Saved entries
▬▬▬
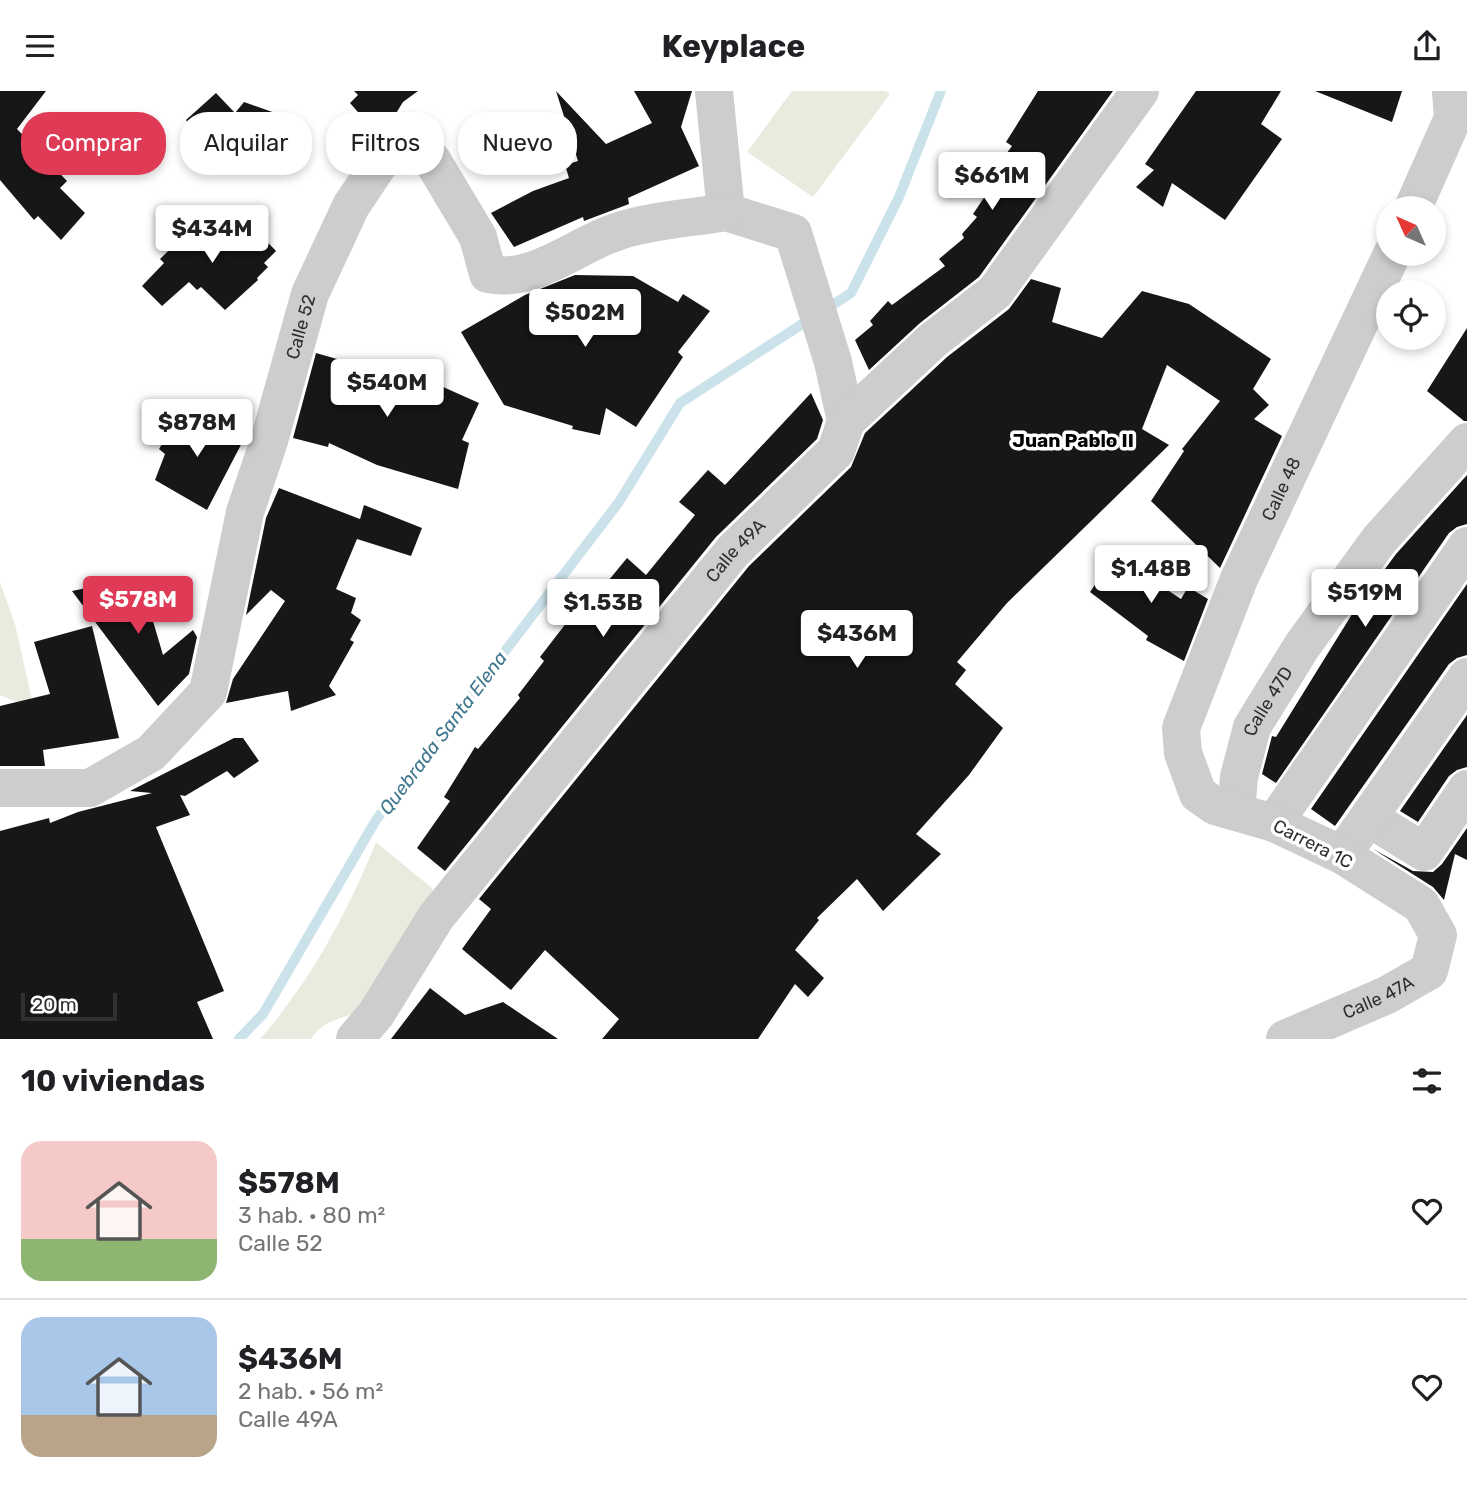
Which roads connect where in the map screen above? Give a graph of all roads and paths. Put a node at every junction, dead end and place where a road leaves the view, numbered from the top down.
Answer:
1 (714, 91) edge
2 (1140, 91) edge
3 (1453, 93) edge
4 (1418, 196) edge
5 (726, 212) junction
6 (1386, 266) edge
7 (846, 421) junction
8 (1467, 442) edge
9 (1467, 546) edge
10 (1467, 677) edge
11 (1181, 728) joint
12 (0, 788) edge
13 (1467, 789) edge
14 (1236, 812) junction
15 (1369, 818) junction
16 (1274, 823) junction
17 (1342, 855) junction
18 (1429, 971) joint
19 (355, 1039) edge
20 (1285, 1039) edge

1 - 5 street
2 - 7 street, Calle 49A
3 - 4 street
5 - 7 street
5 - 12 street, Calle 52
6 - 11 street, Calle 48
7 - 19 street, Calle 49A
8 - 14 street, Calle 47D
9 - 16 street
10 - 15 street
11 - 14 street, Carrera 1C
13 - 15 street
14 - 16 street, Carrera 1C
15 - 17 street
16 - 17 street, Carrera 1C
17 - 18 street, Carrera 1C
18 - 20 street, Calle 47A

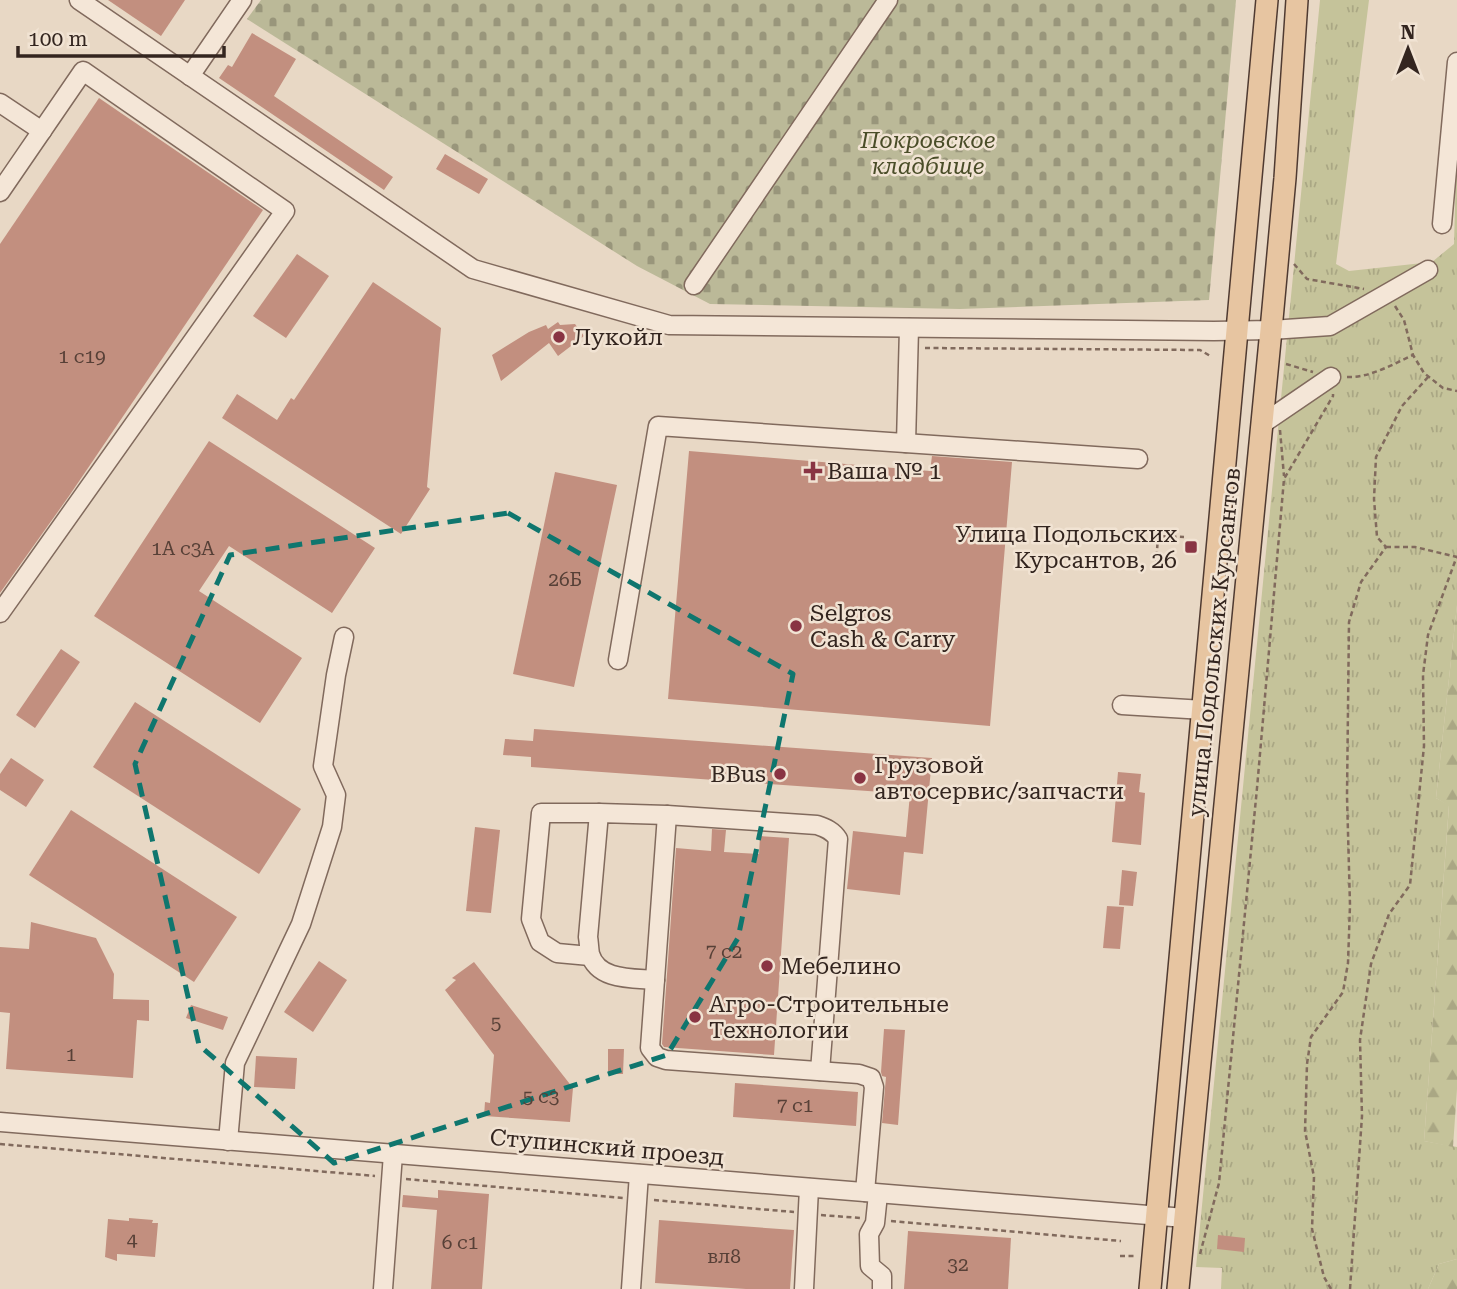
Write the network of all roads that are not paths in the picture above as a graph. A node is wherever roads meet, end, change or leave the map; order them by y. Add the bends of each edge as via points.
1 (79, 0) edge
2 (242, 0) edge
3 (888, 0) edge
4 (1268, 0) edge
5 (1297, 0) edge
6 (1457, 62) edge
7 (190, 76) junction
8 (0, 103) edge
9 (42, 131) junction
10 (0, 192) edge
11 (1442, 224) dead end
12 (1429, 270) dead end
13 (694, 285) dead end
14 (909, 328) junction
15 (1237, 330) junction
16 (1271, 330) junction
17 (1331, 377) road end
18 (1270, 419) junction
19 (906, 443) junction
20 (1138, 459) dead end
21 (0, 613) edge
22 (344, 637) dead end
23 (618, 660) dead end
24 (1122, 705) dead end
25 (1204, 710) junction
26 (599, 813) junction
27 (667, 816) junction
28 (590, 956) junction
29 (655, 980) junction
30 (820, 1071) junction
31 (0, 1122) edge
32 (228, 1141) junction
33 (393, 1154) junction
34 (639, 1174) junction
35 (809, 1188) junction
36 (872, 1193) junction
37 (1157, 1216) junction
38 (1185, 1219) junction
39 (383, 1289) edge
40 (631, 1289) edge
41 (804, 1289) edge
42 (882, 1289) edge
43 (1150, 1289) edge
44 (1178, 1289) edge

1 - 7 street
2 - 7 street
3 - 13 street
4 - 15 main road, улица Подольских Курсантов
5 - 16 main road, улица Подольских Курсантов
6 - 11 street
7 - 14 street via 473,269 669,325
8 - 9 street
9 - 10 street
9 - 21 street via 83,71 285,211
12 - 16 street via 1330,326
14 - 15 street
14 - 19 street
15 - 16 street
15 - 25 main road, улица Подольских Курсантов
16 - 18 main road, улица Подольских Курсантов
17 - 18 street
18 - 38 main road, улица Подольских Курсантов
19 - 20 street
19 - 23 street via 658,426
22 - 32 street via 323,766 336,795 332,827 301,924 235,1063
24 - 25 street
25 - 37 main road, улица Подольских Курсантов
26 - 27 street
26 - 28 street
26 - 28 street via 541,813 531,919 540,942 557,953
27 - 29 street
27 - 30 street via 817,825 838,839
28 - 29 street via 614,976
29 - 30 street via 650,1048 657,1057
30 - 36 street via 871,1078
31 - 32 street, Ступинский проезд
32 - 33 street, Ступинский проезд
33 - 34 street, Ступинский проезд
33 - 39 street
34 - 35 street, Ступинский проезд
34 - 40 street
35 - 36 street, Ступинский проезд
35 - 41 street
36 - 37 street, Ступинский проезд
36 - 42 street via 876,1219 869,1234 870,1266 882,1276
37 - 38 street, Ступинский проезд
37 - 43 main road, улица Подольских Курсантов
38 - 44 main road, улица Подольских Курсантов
▬▬▬
Please return every line in the data that includes the string "above".

WRITTEN SOLUTION:
Which roads connect where in the map screen above? Give a graph of all roads and paths. Put a node at every junction, dead end and place where a road leaves the view, numbered from the top down.
Write the network of all roads that are not paths in the picture above as a graph. A node is wherever roads meet, end, change or leave the map; order them by y. Add the bends of each edge as via points.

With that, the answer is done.